A “handshake agreement” between congressional leaders and the White House appears to have resolved differences over the 2024 Department of Homeland Security (DHS) appropriation, the largest federal budget sticking point that negotiators needed to overcome to avoid a partial government shutdown after Friday (March 22).

Details of the Homeland Security budget compromise are not yet available, but should be coming shortly. It will be an actual appropriations bill for 2024, instead of—as some reporting had indicated was likely—a “continuing resolution” freezing the Department at 2023 levels through the end of the year.

A group of 41 ultraconservative House Republicans wrote a letter urging their colleagues to reject a bill that doesn’t include “core elements” of H.R. 2, a bill approved on party lines last May that would, among other things, all but end the right to seek asylum at the U.S.-Mexico border. It is unclear (but unlikely) whether hardliners in either congressional chamber will have opportunities to offer amendments this week.

Minutes after a 5:00 deadline expired, the Supreme Court indefinitely suspended application of Texas’s draconian new state immigration law, S.B. 4, while lower-court appeals continue. S.B. 4 would allow Texas law enforcement, anywhere in the state, to imprison or deport non-citizens who cross the border improperly—allowing the state to enforce federal immigration law and possibly enabling “show me your papers” scenarios statewide.

S.B. 4 was to go into effect on March 5. The Biden administration Department of Justice, the ACLU, and other organizations sued to challenge the law, and on February 29 a federal district judge blocked its implementation. The 5th Circuit Court of Appeals “un-blocked” the law, staying the lower-court judge’s decision while considering Texas’s appeal, but gave time for the Supreme Court to decide whether to keep it blocked. Justice Samuel Alito temporarily suspended S.B. 4’s implementation twice—through March 13 and through March 18—but this latest stay is open-ended.

A new report and database from No More Deaths, an organization that has mainly worked in Arizona, provided the first documentation of migrant deaths in Border Patrol’s El Paso Sector, which includes far west Texas and New Mexico. Its mapping finds that a majority of deaths are happening not in remote areas of the Chihuahuan Desert, but in the immediate environs of El Paso and neighboring Sunland Park, New Mexico. This means many migrants are dying painful and preventable deaths within a short distance of help.

The report confirms local organizations’ longstanding contention that Customs and Border Protection’s (CBP) estimates of migrant deaths on U.S. soil, which total over 9,500 between 1998 and 2022, under-report the true number.

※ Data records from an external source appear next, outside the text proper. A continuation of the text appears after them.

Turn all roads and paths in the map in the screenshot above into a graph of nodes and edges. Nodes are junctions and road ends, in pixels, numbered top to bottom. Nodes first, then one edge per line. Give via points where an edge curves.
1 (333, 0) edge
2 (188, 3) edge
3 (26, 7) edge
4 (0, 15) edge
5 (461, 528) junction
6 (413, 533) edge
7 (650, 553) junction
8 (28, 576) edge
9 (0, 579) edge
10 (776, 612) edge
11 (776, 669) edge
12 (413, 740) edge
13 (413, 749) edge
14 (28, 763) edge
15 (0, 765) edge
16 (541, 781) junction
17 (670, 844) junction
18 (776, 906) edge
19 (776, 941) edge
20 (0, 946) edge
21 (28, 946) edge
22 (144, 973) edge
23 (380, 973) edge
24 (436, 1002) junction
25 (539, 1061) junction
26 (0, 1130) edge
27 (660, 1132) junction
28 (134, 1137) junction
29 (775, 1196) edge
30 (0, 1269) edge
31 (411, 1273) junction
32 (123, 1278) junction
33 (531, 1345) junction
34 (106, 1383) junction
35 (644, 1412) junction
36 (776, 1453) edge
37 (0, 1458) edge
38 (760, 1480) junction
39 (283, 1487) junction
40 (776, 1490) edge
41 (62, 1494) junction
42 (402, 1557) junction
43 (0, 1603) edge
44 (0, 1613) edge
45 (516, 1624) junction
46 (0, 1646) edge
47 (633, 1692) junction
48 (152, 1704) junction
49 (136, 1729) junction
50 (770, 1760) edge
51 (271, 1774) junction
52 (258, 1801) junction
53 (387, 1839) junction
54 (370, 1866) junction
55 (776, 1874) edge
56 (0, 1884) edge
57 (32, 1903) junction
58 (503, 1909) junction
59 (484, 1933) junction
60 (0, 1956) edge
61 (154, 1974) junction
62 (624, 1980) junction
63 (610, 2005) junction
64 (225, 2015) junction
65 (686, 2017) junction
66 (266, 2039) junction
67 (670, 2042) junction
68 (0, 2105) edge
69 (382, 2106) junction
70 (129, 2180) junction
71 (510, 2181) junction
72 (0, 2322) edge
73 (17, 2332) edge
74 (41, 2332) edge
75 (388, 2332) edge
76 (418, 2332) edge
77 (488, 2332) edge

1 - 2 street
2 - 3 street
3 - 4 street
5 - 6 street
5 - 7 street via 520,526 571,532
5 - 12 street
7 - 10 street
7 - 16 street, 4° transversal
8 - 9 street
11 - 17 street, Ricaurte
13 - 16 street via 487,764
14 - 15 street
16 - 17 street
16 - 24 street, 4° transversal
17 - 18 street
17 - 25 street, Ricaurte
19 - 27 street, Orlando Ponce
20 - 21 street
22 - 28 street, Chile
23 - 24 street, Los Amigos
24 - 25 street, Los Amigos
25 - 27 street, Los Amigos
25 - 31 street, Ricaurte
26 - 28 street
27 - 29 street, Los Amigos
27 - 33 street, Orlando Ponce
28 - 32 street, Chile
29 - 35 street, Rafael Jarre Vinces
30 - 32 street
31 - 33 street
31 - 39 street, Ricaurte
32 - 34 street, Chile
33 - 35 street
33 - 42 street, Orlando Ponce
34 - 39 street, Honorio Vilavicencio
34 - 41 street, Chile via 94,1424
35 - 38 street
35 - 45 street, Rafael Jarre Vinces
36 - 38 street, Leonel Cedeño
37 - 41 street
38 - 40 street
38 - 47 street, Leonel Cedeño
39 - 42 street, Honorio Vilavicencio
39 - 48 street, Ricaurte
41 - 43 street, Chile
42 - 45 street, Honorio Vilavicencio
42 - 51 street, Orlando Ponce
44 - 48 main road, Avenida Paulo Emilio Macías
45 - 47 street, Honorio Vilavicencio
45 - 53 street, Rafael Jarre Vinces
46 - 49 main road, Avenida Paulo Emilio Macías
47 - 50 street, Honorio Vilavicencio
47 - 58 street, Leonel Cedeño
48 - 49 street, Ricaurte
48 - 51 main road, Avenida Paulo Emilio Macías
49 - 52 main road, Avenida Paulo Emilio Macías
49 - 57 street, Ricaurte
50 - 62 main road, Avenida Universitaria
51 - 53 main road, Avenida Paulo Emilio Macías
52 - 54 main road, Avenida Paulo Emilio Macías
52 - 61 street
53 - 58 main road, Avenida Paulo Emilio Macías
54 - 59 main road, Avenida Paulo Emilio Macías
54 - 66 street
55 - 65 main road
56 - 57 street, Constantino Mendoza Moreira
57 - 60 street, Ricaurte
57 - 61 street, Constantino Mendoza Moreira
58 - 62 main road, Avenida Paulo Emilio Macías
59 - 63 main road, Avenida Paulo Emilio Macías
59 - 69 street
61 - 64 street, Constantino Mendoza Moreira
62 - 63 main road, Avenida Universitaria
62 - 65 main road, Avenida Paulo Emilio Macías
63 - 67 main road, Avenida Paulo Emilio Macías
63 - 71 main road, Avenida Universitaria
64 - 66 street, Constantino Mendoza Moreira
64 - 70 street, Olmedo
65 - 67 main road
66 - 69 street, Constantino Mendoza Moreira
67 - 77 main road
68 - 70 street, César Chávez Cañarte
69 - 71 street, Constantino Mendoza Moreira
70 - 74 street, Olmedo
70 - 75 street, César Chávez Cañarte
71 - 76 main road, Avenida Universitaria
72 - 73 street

Yesterday, Border Patrol agents found the remains of a migrant not far from Sunland Park.

CBP yesterday released its own reporting on migrant deaths—for fiscal year 2022, which ended nearly 18 months ago. The agency’s Border Rescues and Mortality Data document reported the recovery of 895 migrants’ remains in 2022, a record by far.

Of remains whose gender could be identified, 79 percent were men. Where cause of death could be identified, 43 percent were heat-related and 20 percent were water-related (mainly drowning). The deadliest of Border Patrol’s nine sectors was Del Rio, Texas (29 percent), where drownings in the Rio Grande are frequent, followed by the Texas’s Rio Grande Valley and Arizona’s Tucson. Of the 23 nationalities that could be identified, 64 percent were citizens of Mexico.

Migration will be on the agenda next Monday (March 25) when Guatemala’s new president, Bernardo Arévalo, meets with Vice President Kamala Harris. Arévalo plans to host a regional ministerial meeting on migration in April.

Texas state national guardsmen prevented a large group of asylum-seeking family migrants from turning themselves in to federal agents at the border wall’s Gate 36 in El Paso.

An internal Border Patrol memo recounted the apprehension of a Lebanese man in El Paso on March 9 who told agents he had come to “try to make a bomb.”